‘What’s your green jobs plan?’ coalition asks parties

Published in The Tyee | March 20, 2013 | Circulation: 340,000 unique monthly readers

As the provincial election campaign churns ahead, a new coalition of businesses, unions and environmental groups are hoping to change the conversation.

The GreenJobsBC campaign is calling on all political parties to outline their plan for transitioning to an economy that offers both sustainability and decent jobs.

From construction to biotech, businesspeople are adding their voices, including Julie Levy, co-founder and retired CEO of Vancouver-based biotechnology firm QLT.

“Once you see the evidence for global warming — and you look at consumption and the way we live in the more developed countries — you realize this is completely unsustainable,” Levy told The Tyee. “I think governments are scared of raising the ire of existing infrastructure and powers; they’re timid about it because Canada is a resource-based country.

“There’s a huge reluctance because of the financial interest there is in the oil scene. People making a lot of money in it are not very happy about thought of changing, and they’re very powerful… I have children and grandchildren, and I look at the future with a grimness. Unless we change how we live our lives, we’re in for a bad time.”

For B.C.’s campaigner for Organizing for Change, a coalition of environmental groups backed by Tides Canada foundation, the aim is to get green jobs commitments and plans from all the major election parties. Lisa Matthaus told The Tyee that showing endorsements from the business, labour and nonprofit sectors will boost GreenJobsBC’s impact.

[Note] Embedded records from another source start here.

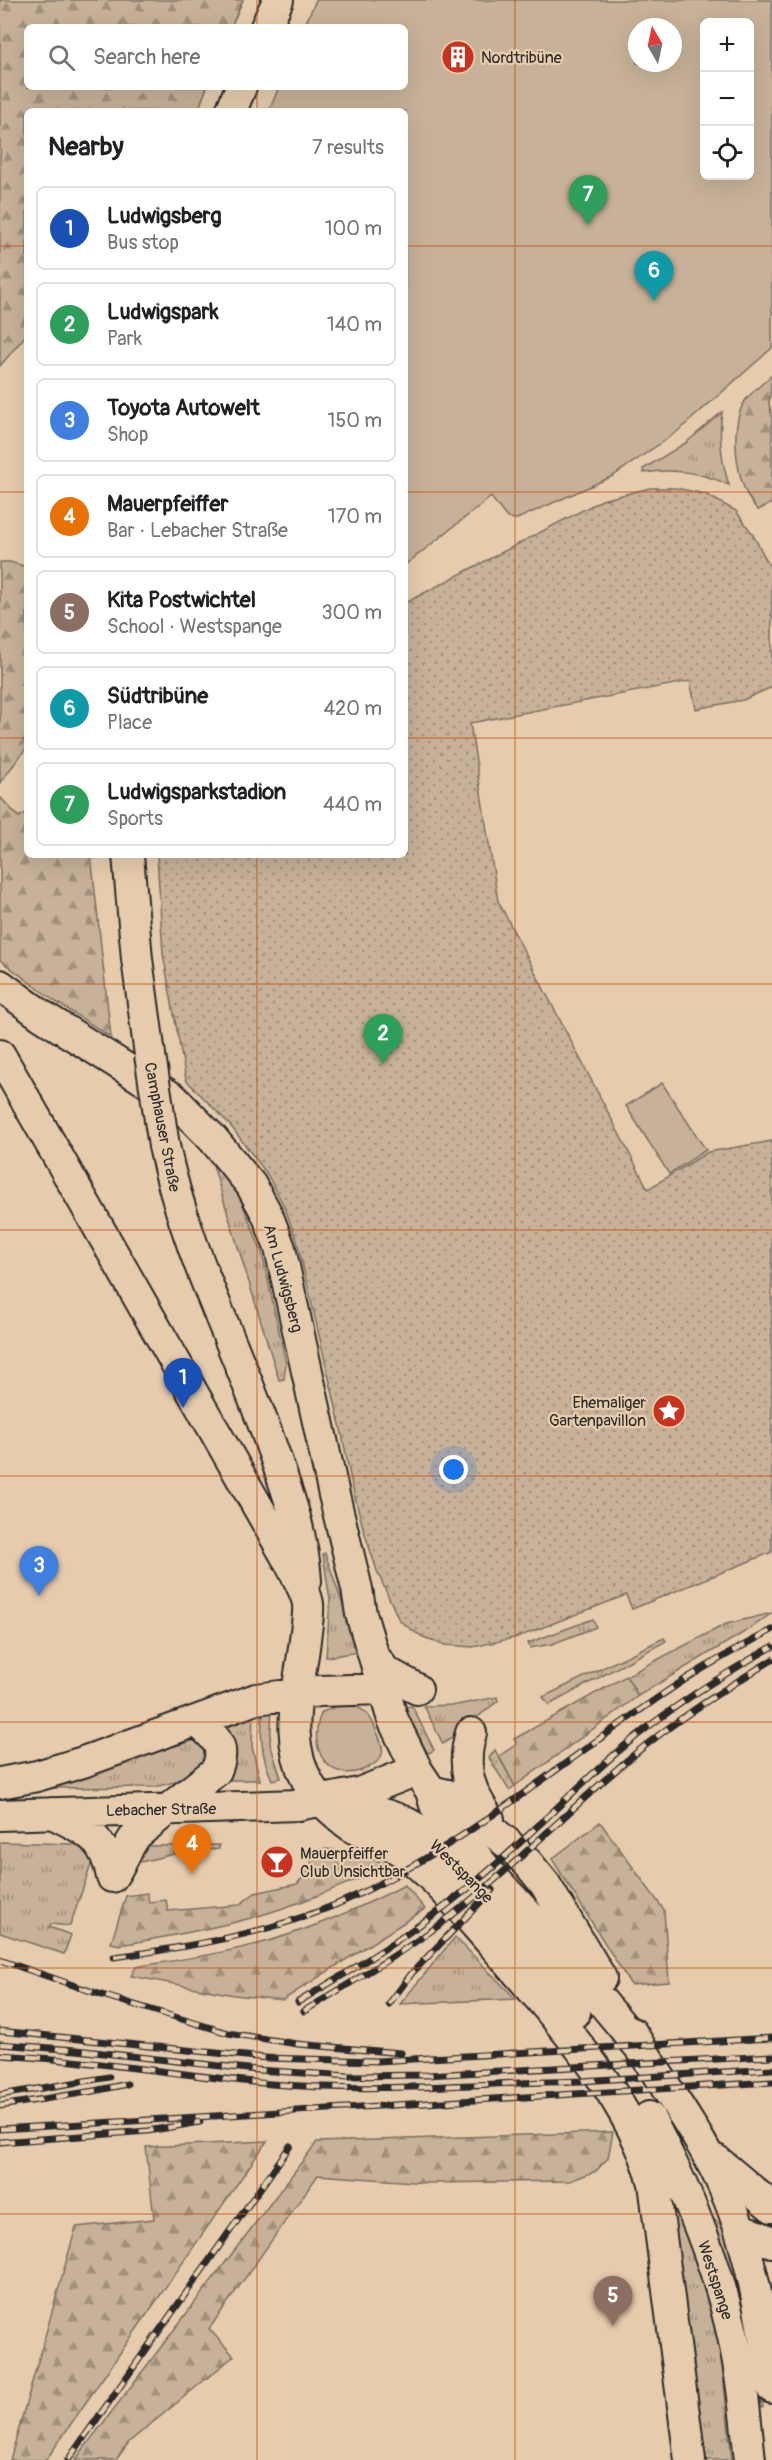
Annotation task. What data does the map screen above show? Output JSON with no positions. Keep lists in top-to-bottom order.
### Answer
{
  "streets": {
    "main road": [
      "Camphauser Straße",
      "Am Ludwigsberg",
      "Lebacher Straße",
      "Westspange"
    ]
  },
  "crossings": [
    ["Camphauser Straße", "Am Ludwigsberg"],
    ["Am Ludwigsberg", "Lebacher Straße"],
    ["Am Ludwigsberg", "Westspange"],
    ["Lebacher Straße", "Westspange"]
  ],
  "places": {
    "building": ["Nordtribüne"],
    "place": ["Ehemaliger Gartenpavillon"],
    "bar": ["Mauerpfeiffer Club Unsichtbar"]
  },
  "north": "top",
  "page": {
    "map_buttons": ["+", "−"],
    "search": "Search here",
    "heading": ["Nearby", "7 results"],
    "pins": [
      "7",
      "6",
      "2",
      "1",
      "3",
      "4",
      "5"
    ],
    "list": [
      {
        "mark": "1",
        "name": "Ludwigsberg",
        "note": "Bus stop",
        "value": "100 m"
      },
      {
        "mark": "2",
        "name": "Ludwigspark",
        "note": "Park",
        "value": "140 m"
      },
      {
        "mark": "3",
        "name": "Toyota Autowelt",
        "note": "Shop",
        "value": "150 m"
      },
      {
        "mark": "4",
        "name": "Mauerpfeiffer",
        "note": "Bar · Lebacher Straße",
        "value": "170 m"
      },
      {
        "mark": "5",
        "name": "Kita Postwichtel",
        "note": "School · Westspange",
        "value": "300 m"
      },
      {
        "mark": "6",
        "name": "Südtribüne",
        "note": "Place",
        "value": "420 m"
      },
      {
        "mark": "7",
        "name": "Ludwigsparkstadion",
        "note": "Sports",
        "value": "440 m"
      }
    ]
  }
}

“It says to the parties: ‘If you commit to something positive in creating green jobs and a low-carbon economy for the future, these are the folks who will take that positively.'”

None of the parties have yet responded to the campaign’s open letter, although both major parties state their support for aspects of sustainability and employment.

For example, the BC Liberals are resting their campaign on three pillars: creating competitive jobs in the private sector; putting families first through policies that promote the environment, affordability, health, and safety; and government transparency.

For their rivals the New Democrats, the platform includes what the party calls “a vision” based on goals of “a healthy environment and a decent, just and sustainable society,” according to the NDP’s website.

According to Globe Advisors — a nonprofit agency the province commissions to report annually on the “green economy” — that emerging sector made up more than 10 per cent of B.C.’s total gross domestic product in 2008, and that number has grown since.

Jobs in B.C.’s green sector (at least 80,000 according to Globe’s most recent study) have jumped between two to three times the rate of the total workforce in the past decade, and could top 200,000 by 2020.

The president of one of B.C.’s largest unions, the BC Government and Service Employees’ Union (BCGEU) told The Tyee that the old argument of jobs-versus-environment is a myth that is shattered by examples such as high employment rates in fields like retrofitting to reduce energy use, the production of alternative energy, and investments in public transit.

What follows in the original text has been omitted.